For an update on strategy in the Middle East, read Anthony H. Cordesman’s statement before the US House of Representatives Committee on Foreign Affairs, where he gave a realistic update on the US military campaign against ISIS. Cordesman says that increased transparency will prevent this conflict from joining ‘a history of failed strategies defended by exaggerated claims of success’.

Tech wonks: you’ll be pleased to hear that the US Air Force is planning to acquire hypersonic air vehicles by 2023 which will be able to travel at up to Mach 5. These vehicles will build upon the results of the hypersonic test flight that took place in May 2013, which reached speeds of Mach 5.1 before crashing.

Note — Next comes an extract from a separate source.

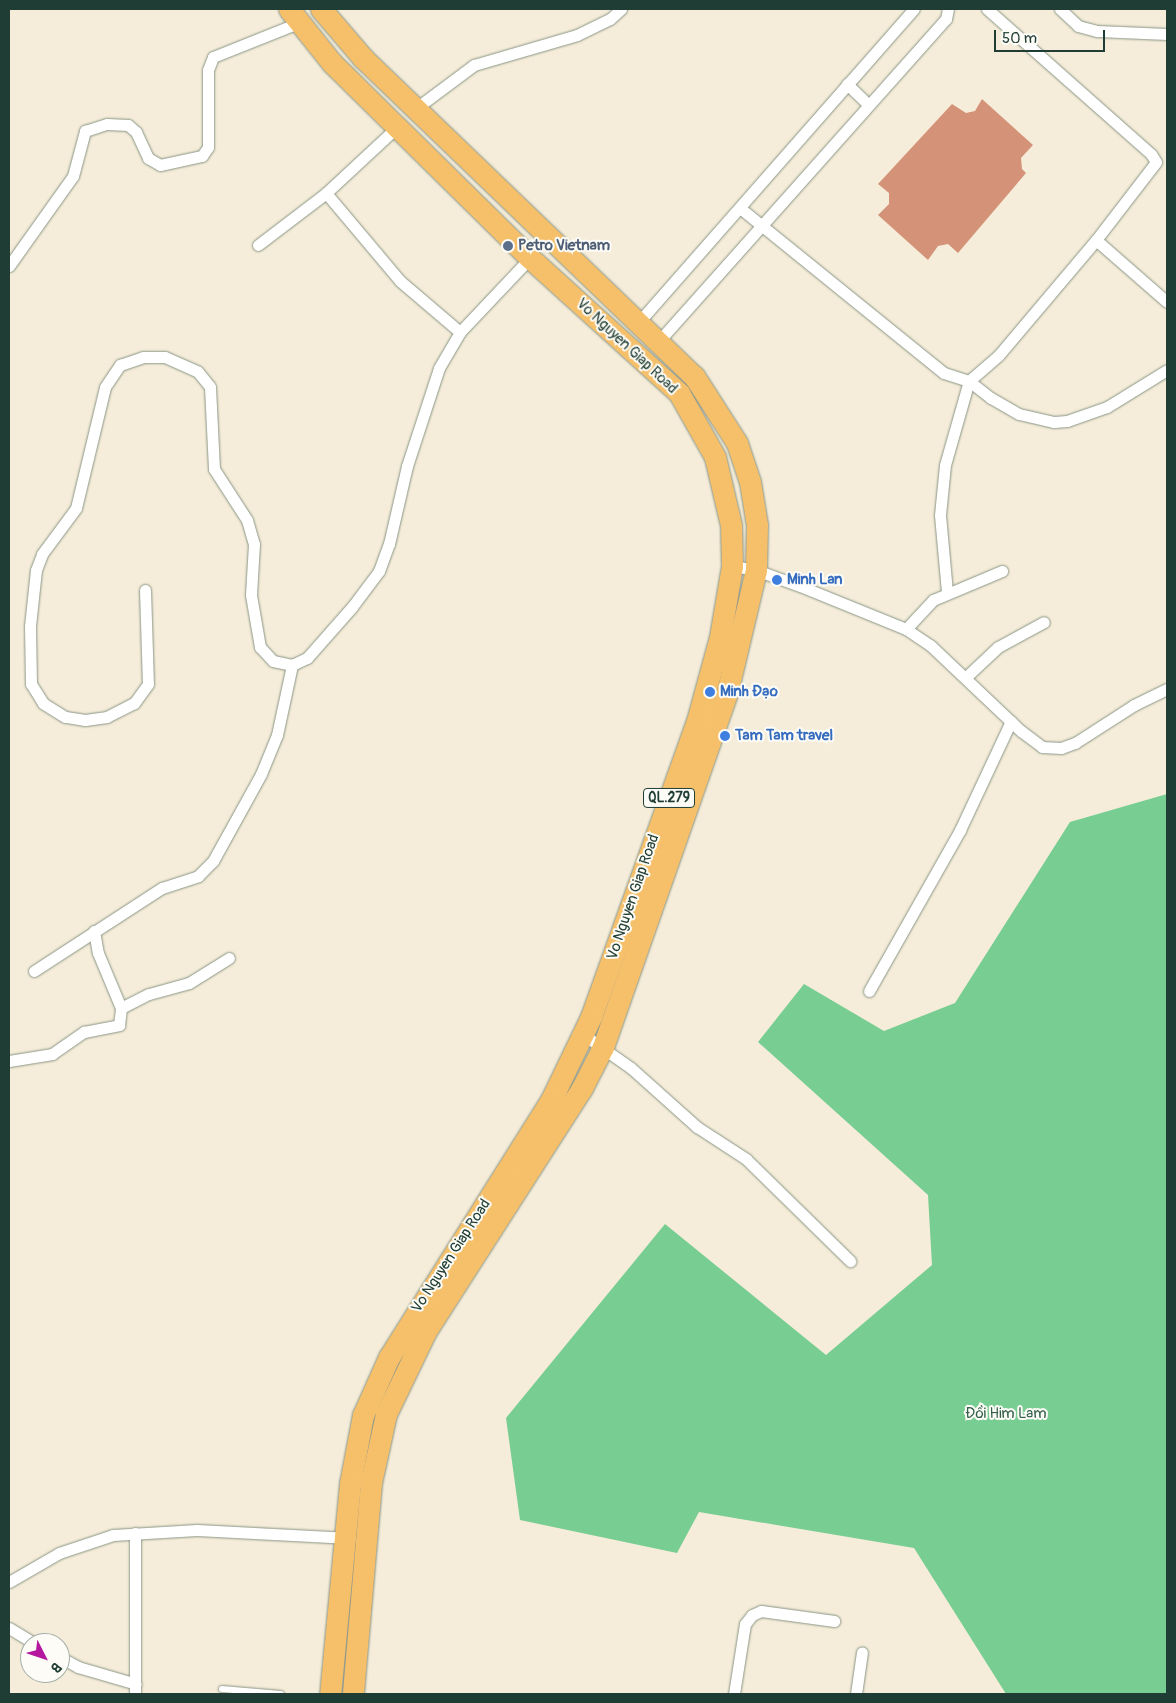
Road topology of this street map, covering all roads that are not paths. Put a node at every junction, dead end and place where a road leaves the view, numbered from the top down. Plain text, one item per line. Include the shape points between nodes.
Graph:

And finally, US Defense Secretary Ashton Carter joined Facebook last week after a visit to the company’s headquarters in California. Defense One has suggested some captions for his first images from the Shangri-La Dialogue. We wonder if he’ll be sending a friend request to the Chinese delegate Admiral Sun Jianguo…

Videos

Weren’t able to make it to Mark Thomson’s Defence Budget Brief for 2015-2016 last Thursday? Not to worry, his discussion and the Q&A has been uploaded to the ASPI YouTube channel. You can watch it here (1 hr).

The documentary ‘Obama at War‘ is now available on PBS (55 mins). The documentary takes a look at the Obama administration’s struggles to cope with the threat of ISIS and Syria’s civil war. Beginning with the 2011 Arab Spring, the ‘Obama at War’ is surprisingly frank about the US government’s inaction as things headed south in the Middle East.

Podcasts

In the theme of the USA Freedom Act, Blogs of War‘s Covert Contact podcast host John Little discusses encryption and mass surveillance with 30 year FBI veteran David Gomez, where they debate the collection of intelligence; how the model works, and why so many people believe it’s absolutely necessary for national security (30 mins).

This week, the CSIS’ CogitAsia podcast focuses on the progress and contradictions prevalent in Chinese President Xi Jinping’s economic reforms (20 mins).

What exactly will the UK’s Conservative majority government mean for its defence force and foreign policy initiatives? CIMSEC’s Alex Clarke discusses the recent election’s implications with panelists Paul Fisher and Chris Parry in this week’s Sea Control podcast (50 mins).

Events

Melbournites; AIIA’s Melbourne chapter will be hosting a presentation by John Garnaut on Xi Jinping’s war on governmental corruption in China on 11 June. Also, if you’re around Brisbane on 9 June, drop into the AIIA’s Queensland chapter for a discussion by Andrew Phillips on the international community’s struggle to defeat ISIS.